Sometimes, the truth comes out of the mouths of babes.

B&O make speakers costing more than £100,000. It seems that they chose to use them instead to broadcast their version of the truth.

Doing so, they succinctly summarise why the world is going to hell in a handcart.

Excess consumption by a few, driven by growing inequality, is going to destroy our planet for human habitation unless we change course.

And, it would seem B&O are saying they’d rather that destruction than question their source of profits in the interests of humankind.

If someone pays £100,000 for a single pair of speakers then their consumption of resources is actually pretty low. After all, how much metal etc goes into the one pair of speakers? Certainly, the resource use is less than 1,000 pairs of £100 speakers, yes? Elite consumption of idiocies isn’t the environmental problem in the slightest.

45 thoughts on “Excessive confusion”

  1. Does the same principle apply to a few private jet flights by the Swedish goblin, v. a lot of us plebs going on holiday?

  2. The headline he’s monging about is

    Bang & Olufsen says it will defy luxury slowdown as ‘rich will only become richer’

    That’s either true or it isn’t.
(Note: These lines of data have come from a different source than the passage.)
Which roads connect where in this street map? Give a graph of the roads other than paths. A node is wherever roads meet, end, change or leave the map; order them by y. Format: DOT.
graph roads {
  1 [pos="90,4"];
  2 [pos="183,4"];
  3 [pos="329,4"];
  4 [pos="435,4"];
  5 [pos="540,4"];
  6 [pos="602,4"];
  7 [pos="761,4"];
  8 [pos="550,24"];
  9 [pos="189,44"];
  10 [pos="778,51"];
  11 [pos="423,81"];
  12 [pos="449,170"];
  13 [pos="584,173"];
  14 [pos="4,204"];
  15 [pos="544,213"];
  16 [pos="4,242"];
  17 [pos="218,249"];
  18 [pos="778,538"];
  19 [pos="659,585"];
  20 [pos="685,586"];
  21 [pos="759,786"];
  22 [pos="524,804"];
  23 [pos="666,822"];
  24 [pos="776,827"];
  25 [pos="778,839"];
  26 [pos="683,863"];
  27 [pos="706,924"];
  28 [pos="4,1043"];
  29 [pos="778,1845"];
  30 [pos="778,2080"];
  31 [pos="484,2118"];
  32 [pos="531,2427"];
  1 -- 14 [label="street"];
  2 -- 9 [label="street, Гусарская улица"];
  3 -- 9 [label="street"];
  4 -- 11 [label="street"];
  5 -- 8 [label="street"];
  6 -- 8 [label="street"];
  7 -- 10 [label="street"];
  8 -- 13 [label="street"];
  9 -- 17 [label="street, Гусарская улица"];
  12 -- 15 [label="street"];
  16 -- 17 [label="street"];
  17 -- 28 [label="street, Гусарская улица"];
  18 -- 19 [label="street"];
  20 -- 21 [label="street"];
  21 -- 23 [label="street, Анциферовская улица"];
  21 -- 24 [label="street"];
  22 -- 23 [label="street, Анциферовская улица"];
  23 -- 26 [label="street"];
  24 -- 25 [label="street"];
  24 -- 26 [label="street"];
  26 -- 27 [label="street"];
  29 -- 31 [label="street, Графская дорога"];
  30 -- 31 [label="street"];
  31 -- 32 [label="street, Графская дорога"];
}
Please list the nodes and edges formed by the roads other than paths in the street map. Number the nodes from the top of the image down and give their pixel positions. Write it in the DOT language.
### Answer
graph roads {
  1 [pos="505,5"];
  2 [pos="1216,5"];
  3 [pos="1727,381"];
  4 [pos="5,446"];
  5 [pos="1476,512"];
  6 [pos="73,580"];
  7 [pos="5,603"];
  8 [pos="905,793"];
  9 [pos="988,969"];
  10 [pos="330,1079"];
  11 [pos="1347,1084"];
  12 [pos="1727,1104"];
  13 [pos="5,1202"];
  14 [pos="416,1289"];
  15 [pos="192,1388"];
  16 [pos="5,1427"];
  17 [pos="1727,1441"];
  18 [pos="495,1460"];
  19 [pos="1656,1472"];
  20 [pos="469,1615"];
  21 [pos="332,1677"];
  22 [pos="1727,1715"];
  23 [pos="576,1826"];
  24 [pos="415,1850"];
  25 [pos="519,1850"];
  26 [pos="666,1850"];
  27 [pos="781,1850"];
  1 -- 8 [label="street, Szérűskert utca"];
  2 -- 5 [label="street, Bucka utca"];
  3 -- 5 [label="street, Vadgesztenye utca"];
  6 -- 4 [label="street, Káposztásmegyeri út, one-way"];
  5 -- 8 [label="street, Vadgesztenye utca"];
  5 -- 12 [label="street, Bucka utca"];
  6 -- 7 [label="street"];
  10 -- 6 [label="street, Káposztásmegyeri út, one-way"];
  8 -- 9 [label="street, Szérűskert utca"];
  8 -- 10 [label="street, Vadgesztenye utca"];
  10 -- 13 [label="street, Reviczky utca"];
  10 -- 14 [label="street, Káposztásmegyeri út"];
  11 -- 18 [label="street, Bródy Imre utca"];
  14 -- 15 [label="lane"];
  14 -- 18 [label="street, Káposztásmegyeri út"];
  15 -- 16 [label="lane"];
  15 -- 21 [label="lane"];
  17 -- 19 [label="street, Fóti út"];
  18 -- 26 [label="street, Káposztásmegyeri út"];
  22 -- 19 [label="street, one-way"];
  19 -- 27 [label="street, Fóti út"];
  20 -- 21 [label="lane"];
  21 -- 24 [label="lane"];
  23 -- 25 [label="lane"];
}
It’s definitely true that official government policy – seemingly supported by every rich arsehole in the world – is to make the vast majority of us a lot poorer.

    So when the Net Zero kicks in, head for the sound of wonderfully clear audio and eat them.

  3. Utterly moronic and hypocritical

    Is the fat tw@t still using the Berlingo, which is massive lump of metal for a single man to use for birdwatching trips?

    Not to mention he, now on his own, occupies a 4 bedroom house with 3 public rooms.

  4. A £100000 pair of speakers should last a lifetime, and probably the lifetime of whoever inherits them. With not significantly more material resources in them then a pair of £20 Argos speakers, which will both sound crap, and likely be chucked away within a few years.

    Although these days, they might be full of that Bluetooth gubbins and other likely to become obsolescent gear.

    I thought a big part of the ecoloon message was that we should be buying quality that lasts rather than cheap tat that gets thrown away.

  5. No awareness that the rich getting richer might also mean the poor getting richer. Nope, all the politics of envy – he’s a useless failure, so no one else should do well.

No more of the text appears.